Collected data

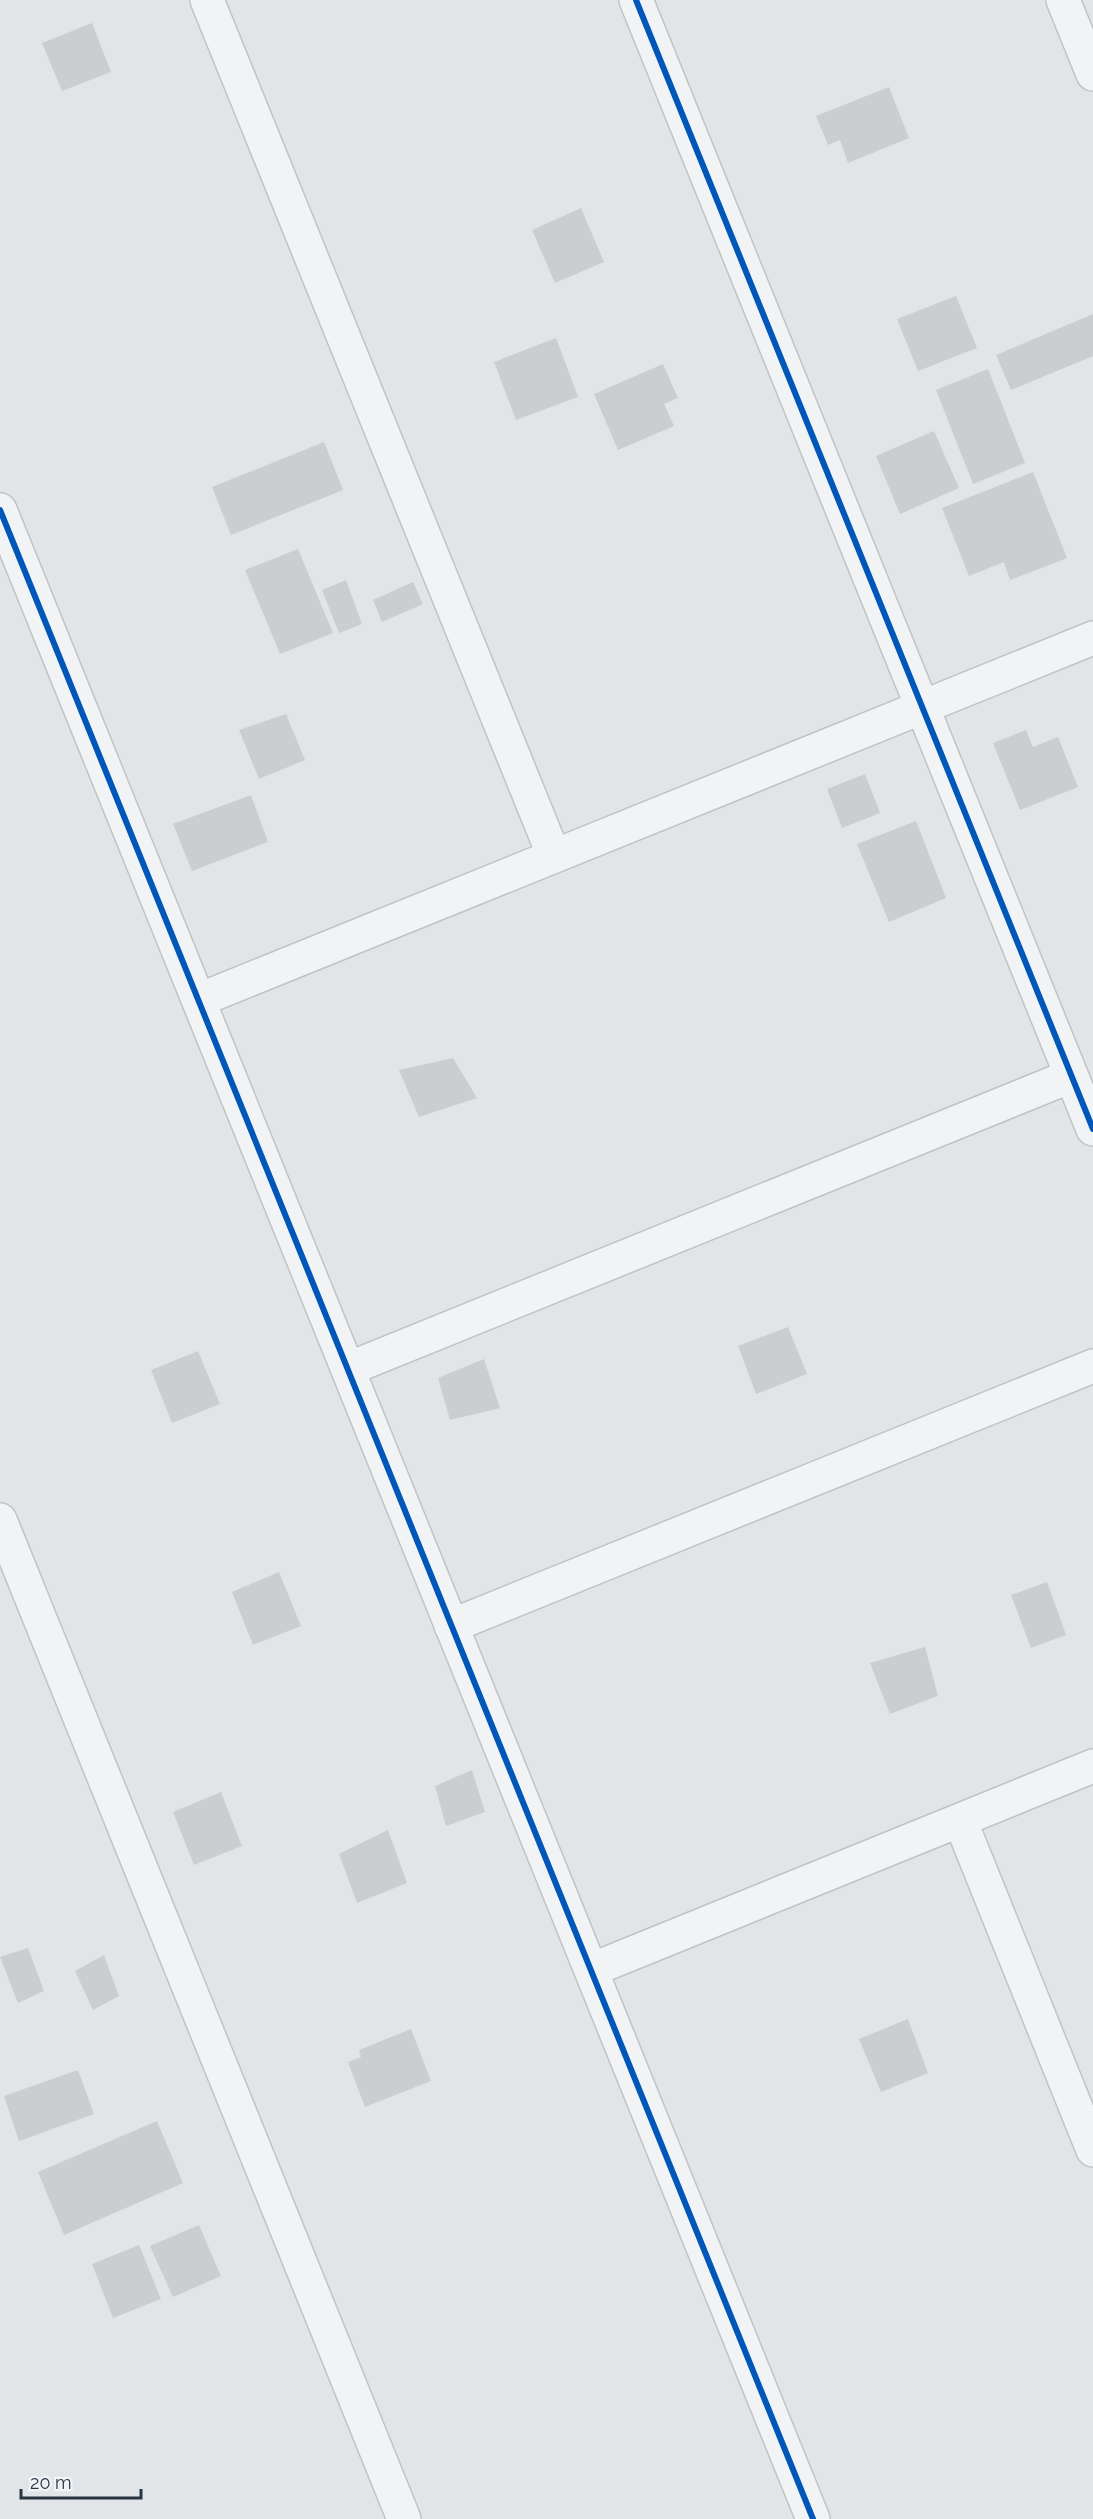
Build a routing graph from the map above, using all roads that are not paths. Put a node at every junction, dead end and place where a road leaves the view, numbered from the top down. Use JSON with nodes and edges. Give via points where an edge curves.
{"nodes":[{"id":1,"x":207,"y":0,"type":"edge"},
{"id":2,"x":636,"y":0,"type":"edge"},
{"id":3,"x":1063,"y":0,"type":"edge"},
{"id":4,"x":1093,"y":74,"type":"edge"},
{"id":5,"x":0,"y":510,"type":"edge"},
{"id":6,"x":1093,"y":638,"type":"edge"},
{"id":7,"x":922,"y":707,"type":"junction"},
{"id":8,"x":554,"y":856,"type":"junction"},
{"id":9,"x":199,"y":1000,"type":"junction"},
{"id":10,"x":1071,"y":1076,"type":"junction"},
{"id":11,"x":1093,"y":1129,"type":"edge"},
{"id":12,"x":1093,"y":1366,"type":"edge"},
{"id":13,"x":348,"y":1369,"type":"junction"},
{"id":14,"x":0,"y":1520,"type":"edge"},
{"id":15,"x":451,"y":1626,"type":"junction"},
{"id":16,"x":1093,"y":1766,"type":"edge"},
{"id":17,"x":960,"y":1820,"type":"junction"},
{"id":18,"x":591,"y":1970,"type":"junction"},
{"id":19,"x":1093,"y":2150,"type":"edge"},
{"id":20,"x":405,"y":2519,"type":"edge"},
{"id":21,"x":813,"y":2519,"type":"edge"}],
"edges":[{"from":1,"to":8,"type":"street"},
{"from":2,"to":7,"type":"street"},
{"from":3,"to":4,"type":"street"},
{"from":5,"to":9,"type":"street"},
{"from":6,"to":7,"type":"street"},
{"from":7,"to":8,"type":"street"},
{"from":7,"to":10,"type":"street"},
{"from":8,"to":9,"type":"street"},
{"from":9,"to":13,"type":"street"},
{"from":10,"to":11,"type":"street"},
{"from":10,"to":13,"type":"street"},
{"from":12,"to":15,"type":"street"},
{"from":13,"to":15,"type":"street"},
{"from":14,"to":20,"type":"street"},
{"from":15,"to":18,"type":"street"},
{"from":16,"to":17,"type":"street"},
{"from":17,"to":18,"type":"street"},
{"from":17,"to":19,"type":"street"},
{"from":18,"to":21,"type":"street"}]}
--
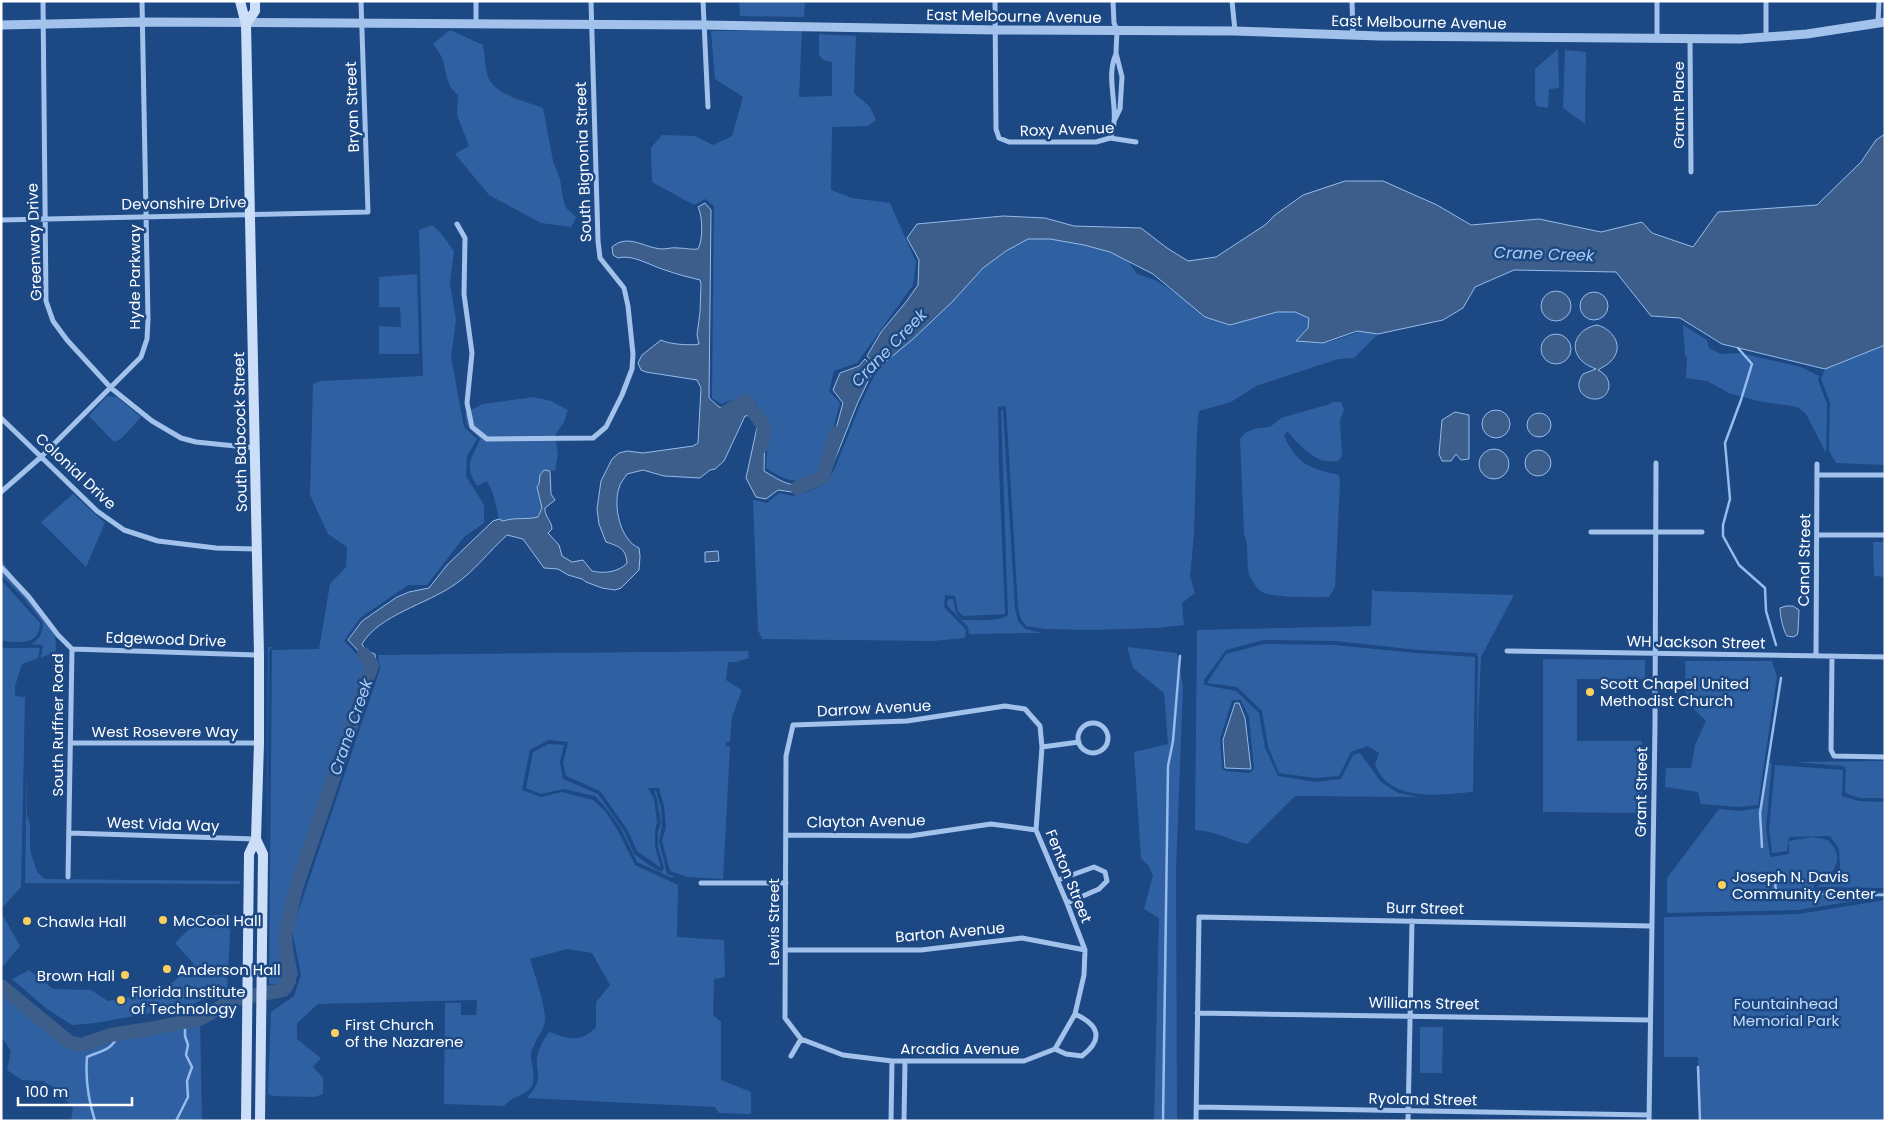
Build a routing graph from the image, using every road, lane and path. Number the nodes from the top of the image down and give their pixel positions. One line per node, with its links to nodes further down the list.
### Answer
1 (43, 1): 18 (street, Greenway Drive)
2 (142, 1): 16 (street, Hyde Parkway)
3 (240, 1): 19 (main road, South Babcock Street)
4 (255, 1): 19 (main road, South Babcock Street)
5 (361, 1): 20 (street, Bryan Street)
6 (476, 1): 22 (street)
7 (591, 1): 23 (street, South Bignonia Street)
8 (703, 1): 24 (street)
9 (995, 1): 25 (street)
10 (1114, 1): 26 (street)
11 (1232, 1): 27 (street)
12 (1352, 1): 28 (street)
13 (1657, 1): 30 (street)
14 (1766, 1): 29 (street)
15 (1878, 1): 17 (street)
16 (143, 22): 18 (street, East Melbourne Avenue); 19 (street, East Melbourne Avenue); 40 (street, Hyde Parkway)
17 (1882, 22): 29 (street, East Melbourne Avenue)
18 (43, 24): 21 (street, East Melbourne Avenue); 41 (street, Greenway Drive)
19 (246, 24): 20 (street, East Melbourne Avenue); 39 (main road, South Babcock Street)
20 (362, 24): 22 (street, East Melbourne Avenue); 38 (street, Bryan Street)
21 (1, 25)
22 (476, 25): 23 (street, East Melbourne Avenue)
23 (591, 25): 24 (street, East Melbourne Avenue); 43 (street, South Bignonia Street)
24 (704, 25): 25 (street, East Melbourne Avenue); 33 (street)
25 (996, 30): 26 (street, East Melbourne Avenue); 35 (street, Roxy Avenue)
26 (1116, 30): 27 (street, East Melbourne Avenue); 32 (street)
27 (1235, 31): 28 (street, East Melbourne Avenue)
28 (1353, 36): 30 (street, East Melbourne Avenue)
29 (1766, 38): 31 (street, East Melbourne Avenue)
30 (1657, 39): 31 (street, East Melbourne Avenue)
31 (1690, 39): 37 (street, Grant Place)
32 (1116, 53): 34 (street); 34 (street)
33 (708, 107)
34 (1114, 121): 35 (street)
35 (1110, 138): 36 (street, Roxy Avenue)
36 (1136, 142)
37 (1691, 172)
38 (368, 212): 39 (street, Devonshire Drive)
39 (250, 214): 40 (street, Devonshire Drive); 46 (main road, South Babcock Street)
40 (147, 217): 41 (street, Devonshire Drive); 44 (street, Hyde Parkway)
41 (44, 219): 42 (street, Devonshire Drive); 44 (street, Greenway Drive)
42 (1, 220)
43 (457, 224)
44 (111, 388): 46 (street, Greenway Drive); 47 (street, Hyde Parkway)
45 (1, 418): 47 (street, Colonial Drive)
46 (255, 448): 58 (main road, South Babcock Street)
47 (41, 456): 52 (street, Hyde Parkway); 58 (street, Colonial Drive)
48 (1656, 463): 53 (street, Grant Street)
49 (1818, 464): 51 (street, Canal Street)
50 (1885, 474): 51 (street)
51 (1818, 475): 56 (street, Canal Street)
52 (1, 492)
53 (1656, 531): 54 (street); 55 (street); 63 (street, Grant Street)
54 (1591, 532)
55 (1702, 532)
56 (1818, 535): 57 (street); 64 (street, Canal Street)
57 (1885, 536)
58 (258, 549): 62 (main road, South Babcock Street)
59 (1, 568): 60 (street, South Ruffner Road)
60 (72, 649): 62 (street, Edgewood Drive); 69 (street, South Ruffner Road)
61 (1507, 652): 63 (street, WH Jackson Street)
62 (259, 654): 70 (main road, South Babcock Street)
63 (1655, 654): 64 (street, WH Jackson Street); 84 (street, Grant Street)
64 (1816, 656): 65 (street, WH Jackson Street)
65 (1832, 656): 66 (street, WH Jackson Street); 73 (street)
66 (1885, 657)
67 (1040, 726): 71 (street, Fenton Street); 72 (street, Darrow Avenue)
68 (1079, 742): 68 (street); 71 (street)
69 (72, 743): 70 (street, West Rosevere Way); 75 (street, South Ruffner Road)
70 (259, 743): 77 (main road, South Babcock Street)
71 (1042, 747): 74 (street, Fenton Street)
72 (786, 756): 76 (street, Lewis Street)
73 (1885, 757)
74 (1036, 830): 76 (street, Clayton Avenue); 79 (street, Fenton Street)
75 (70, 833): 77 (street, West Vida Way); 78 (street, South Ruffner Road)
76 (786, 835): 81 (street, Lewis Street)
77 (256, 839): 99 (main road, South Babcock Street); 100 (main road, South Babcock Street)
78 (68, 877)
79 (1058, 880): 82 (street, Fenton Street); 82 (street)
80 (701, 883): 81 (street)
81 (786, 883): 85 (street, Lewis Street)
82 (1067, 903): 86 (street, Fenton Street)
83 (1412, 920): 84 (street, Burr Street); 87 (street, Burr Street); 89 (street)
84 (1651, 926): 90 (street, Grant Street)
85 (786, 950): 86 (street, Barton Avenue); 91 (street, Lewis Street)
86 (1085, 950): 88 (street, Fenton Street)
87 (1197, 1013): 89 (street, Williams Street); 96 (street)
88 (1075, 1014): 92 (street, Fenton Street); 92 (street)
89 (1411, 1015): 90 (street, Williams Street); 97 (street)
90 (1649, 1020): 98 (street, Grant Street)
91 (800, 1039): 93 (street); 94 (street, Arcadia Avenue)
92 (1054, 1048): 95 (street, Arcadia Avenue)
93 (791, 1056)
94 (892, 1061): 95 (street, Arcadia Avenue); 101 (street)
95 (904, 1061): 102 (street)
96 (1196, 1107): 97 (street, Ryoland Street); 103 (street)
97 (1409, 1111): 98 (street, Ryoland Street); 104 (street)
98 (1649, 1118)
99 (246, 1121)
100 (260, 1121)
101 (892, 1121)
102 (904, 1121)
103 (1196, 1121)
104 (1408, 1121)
---
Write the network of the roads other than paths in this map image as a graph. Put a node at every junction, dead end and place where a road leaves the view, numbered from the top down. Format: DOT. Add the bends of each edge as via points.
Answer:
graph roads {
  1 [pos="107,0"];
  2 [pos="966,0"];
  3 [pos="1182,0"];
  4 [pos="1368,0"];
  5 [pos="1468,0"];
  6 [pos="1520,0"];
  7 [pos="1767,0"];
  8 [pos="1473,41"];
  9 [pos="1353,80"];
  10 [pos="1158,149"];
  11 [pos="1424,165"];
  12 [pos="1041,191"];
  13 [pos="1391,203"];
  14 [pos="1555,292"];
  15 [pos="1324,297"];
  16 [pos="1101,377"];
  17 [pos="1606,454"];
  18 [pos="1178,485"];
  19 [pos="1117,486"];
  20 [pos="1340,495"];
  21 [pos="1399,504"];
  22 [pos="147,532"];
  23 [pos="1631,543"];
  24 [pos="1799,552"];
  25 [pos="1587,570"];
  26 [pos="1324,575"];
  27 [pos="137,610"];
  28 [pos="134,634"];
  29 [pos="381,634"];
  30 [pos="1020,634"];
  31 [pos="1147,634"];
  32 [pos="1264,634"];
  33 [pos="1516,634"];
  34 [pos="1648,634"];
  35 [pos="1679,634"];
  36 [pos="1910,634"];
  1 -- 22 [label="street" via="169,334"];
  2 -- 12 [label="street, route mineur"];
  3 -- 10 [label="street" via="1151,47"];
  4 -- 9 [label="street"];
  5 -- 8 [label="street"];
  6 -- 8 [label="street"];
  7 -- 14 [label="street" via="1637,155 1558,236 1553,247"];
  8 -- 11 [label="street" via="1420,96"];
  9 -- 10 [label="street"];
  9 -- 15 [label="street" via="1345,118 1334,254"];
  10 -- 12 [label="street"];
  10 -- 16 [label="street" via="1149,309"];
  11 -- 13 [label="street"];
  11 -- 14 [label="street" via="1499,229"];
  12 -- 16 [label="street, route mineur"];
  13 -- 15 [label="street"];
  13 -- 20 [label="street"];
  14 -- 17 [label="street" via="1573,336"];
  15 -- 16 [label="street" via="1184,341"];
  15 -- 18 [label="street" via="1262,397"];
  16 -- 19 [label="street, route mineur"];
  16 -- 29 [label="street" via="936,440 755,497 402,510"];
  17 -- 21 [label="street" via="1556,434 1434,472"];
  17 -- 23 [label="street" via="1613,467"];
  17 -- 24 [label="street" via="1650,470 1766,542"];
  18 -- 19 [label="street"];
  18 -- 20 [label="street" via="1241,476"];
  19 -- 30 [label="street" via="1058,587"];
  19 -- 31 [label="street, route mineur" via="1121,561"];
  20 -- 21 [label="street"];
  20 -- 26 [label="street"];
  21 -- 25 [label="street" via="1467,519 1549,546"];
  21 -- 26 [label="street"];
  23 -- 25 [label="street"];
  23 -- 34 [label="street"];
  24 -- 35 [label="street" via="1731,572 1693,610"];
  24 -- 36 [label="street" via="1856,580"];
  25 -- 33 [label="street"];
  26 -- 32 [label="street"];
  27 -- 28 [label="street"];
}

_WORK REQUIRED_:
Show the lines from the data above that contain the string "Williams".

_TASK SOLUTION_:
87 (1197, 1013): 89 (street, Williams Street); 96 (street)
89 (1411, 1015): 90 (street, Williams Street); 97 (street)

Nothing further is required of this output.